▶ WHAT THE EXERCISE ASKS:
Set down, character for character, everything in the records below from the line holding "pinky dip: (1180, 956)" down to the line holding "thumb ip: (1110, 841)", and no other line.

DATASET ENTRIES below:

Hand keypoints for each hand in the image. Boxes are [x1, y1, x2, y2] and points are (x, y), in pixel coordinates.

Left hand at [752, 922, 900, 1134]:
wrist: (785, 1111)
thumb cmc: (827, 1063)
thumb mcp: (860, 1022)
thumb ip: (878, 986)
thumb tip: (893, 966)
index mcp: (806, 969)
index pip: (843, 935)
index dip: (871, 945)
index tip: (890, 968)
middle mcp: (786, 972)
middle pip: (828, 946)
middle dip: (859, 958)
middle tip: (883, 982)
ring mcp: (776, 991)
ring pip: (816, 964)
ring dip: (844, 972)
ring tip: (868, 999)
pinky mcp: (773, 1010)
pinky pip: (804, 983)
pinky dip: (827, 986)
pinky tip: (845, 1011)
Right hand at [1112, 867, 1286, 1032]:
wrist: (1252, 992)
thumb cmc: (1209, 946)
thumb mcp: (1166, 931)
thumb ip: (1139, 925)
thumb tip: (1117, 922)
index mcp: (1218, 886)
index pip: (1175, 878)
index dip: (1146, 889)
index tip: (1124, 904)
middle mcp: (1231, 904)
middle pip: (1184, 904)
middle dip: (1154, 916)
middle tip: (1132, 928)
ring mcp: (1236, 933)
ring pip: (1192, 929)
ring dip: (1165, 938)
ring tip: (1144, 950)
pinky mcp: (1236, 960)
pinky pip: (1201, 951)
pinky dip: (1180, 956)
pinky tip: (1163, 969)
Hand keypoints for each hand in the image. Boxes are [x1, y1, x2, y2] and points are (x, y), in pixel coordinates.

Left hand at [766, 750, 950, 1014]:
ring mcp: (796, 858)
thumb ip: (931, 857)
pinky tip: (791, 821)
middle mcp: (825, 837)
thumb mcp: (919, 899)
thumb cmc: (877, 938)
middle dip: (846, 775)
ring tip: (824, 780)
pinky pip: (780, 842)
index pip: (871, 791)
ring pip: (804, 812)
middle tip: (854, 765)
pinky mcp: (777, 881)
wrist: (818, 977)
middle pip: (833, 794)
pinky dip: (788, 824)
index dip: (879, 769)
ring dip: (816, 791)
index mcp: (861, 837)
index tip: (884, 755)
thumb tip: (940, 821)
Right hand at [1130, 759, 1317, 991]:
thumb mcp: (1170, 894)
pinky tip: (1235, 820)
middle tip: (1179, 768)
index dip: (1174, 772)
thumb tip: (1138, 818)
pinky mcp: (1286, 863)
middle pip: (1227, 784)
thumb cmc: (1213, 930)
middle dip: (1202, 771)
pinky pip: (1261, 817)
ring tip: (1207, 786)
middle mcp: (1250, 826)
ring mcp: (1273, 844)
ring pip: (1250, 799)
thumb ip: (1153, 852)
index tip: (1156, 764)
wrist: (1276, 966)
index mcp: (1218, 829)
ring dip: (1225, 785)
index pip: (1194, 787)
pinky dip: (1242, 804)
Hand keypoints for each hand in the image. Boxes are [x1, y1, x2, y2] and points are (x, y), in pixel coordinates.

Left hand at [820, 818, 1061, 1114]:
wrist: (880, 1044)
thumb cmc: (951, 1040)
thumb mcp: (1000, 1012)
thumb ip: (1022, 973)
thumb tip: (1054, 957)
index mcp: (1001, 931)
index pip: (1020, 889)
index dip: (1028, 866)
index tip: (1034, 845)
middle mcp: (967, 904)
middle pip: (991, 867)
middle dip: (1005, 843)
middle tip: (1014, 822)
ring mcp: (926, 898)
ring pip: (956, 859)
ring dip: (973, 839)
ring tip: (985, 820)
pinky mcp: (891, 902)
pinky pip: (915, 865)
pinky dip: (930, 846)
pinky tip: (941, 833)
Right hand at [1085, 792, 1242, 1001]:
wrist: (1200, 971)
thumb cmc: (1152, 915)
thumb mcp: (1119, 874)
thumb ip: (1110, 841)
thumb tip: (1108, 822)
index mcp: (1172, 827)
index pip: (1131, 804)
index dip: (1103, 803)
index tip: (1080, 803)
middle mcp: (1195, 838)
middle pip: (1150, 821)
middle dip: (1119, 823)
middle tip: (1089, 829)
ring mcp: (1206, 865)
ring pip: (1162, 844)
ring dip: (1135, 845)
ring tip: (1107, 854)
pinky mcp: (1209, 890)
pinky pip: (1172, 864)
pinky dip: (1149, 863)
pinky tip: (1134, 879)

End of DATASET ENTRIES.

▶ YOUR RESPONSE:
pinky dip: (1180, 956)
pinky tip: (1163, 969)
Hand keypoints for each hand in the image. Boxes are [x1, y1, x2, y2] and points are (x, y), in pixel coordinates.

Left hand at [766, 750, 950, 1014]:
ring mcp: (796, 858)
thumb ip: (931, 857)
pinky tip: (791, 821)
middle mcp: (825, 837)
thumb mcp: (919, 899)
thumb cmc: (877, 938)
middle dip: (846, 775)
ring tip: (824, 780)
pinky pip: (780, 842)
index pip: (871, 791)
ring pip: (804, 812)
middle tip: (854, 765)
pinky mcp: (777, 881)
wrist: (818, 977)
middle pip: (833, 794)
pinky dip: (788, 824)
index dip: (879, 769)
ring dip: (816, 791)
index mcp: (861, 837)
index tip: (884, 755)
thumb tip: (940, 821)
Right hand at [1130, 759, 1317, 991]:
thumb mcp: (1170, 894)
pinky tip: (1235, 820)
middle tip: (1179, 768)
index dip: (1174, 772)
thumb tip: (1138, 818)
pinky mcp: (1286, 863)
middle pip: (1227, 784)
thumb cmc: (1213, 930)
middle dip: (1202, 771)
pinky pip: (1261, 817)
ring tip: (1207, 786)
middle mcp: (1250, 826)
ring mcp: (1273, 844)
ring pip: (1250, 799)
thumb ip: (1153, 852)
index tip: (1156, 764)
wrist: (1276, 966)
index mcp: (1218, 829)
ring dip: (1225, 785)
index pip: (1194, 787)
pinky dip: (1242, 804)
Hand keypoints for each hand in the image. Boxes are [x1, y1, x2, y2] and points are (x, y), in pixel coordinates.

Left hand at [820, 818, 1061, 1114]:
wrist: (880, 1044)
thumb cmc: (951, 1040)
thumb mcp: (1000, 1012)
thumb ip: (1022, 973)
thumb tip: (1054, 957)
index mcp: (1001, 931)
index pip: (1020, 889)
index dip: (1028, 866)
index tip: (1034, 845)
middle mcp: (967, 904)
middle pip: (991, 867)
middle dip: (1005, 843)
middle tip: (1014, 822)
ring mcp: (926, 898)
ring pip: (956, 859)
ring dip: (973, 839)
ring tip: (985, 820)
pinky mcp: (891, 902)
pinky pip: (915, 865)
pinky dip: (930, 846)
pinky tip: (941, 833)
Right hand at [1085, 792, 1242, 1001]:
wrist: (1200, 971)
thumb cmc: (1152, 915)
thumb mcp: (1119, 874)
thumb ip: (1110, 841)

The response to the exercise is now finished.